• [Exercise description]:
All that should come back is the lines of the data below from the one containing "middle tip: (802, 925)" to the one containing "thumb cmc: (1362, 1073)", inclusive, exactly as they stand.

Supplied records: Begin

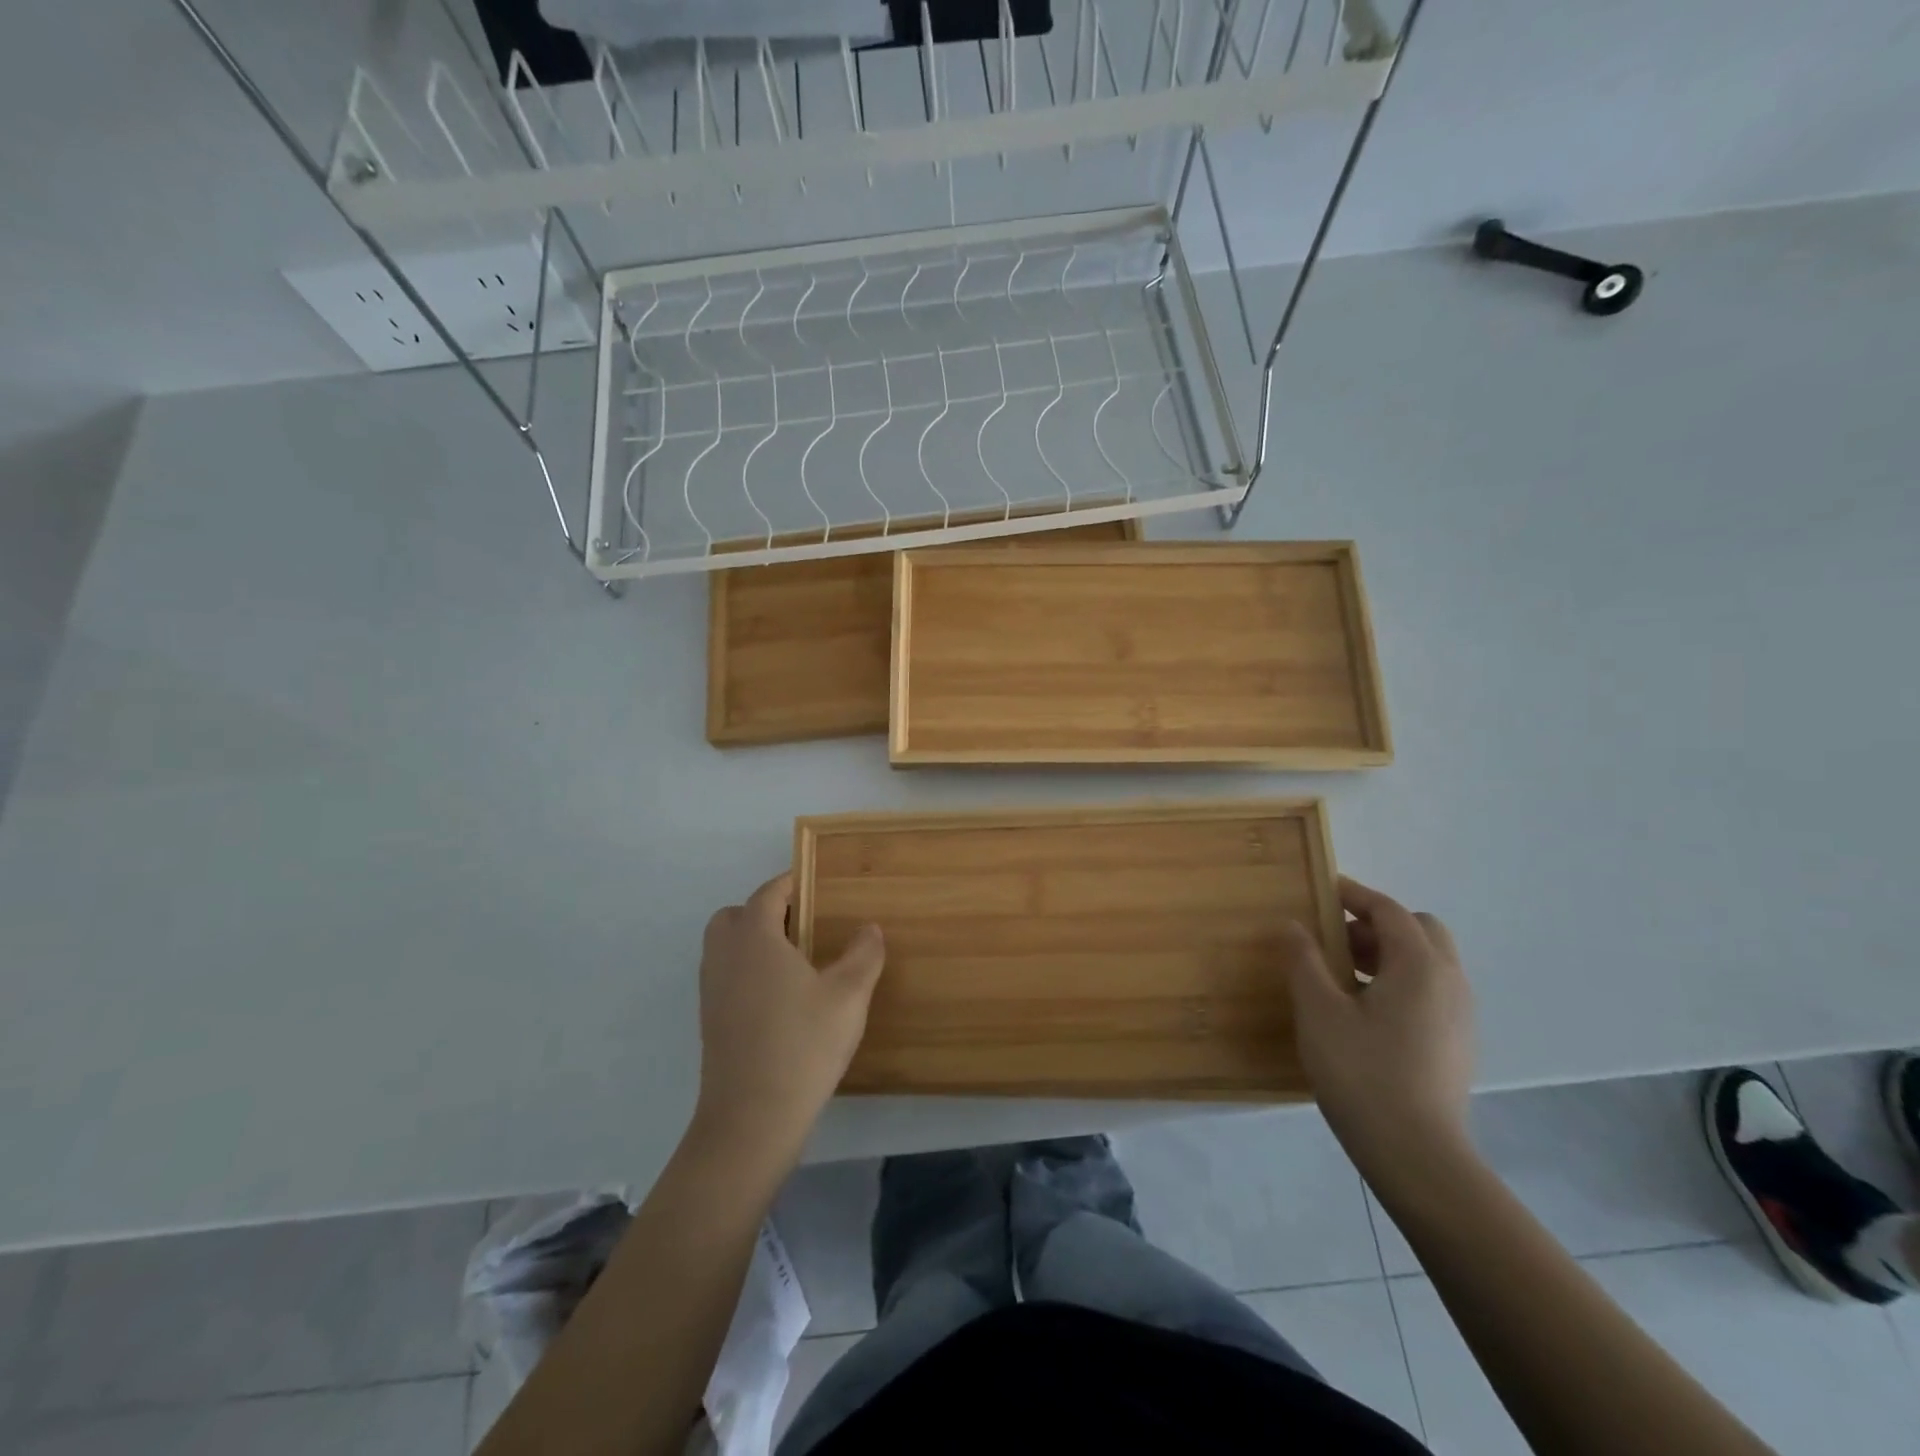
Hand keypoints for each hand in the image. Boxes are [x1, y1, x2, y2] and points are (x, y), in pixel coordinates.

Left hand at [691, 873, 885, 1162]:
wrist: (752, 1118)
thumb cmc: (803, 1045)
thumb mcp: (849, 996)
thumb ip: (864, 954)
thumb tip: (869, 928)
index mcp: (755, 939)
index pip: (767, 895)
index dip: (790, 884)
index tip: (814, 883)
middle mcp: (725, 957)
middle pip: (733, 916)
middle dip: (763, 911)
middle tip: (802, 925)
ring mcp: (712, 991)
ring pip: (724, 947)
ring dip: (752, 941)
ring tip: (794, 961)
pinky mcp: (710, 1021)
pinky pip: (724, 976)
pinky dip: (745, 970)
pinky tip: (780, 997)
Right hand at [1280, 876, 1474, 1173]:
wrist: (1417, 1155)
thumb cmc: (1362, 1073)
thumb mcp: (1319, 1011)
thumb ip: (1304, 960)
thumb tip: (1293, 926)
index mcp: (1419, 966)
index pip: (1389, 911)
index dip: (1355, 895)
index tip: (1323, 890)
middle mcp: (1450, 982)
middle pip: (1419, 930)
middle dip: (1377, 925)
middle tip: (1335, 941)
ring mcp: (1460, 1015)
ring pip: (1428, 962)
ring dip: (1388, 954)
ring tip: (1343, 977)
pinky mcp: (1458, 1043)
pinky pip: (1431, 991)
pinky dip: (1401, 982)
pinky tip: (1366, 1012)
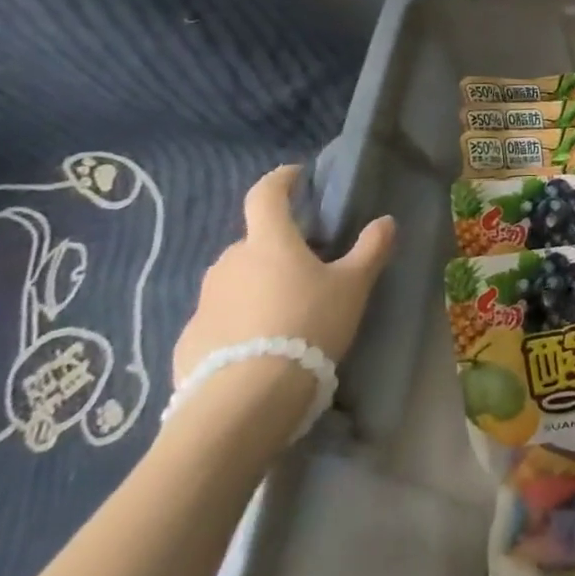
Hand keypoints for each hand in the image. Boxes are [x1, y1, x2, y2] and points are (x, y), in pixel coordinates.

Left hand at [170, 166, 394, 440]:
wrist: (245, 399)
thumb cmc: (307, 324)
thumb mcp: (353, 286)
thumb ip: (370, 250)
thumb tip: (385, 222)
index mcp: (268, 241)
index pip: (266, 195)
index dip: (281, 180)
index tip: (296, 176)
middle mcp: (229, 262)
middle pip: (254, 242)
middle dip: (277, 246)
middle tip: (307, 266)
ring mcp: (203, 302)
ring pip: (236, 280)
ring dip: (257, 284)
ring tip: (285, 310)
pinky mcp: (189, 340)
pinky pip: (220, 318)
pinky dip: (239, 321)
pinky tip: (260, 345)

Supplied records: End

• [Your solution]:
middle tip: (802, 925)
ring mcp: (712, 991)
ring pip: (724, 947)
ring dip: (752, 941)
ring tip: (794, 961)
pinky mcp: (710, 1021)
pinky pip: (724, 976)
pinky dip: (745, 970)
pinky tip: (780, 997)
Right hand at [1280, 876, 1474, 1173]:
wrist: (1417, 1155)
thumb cmc: (1362, 1073)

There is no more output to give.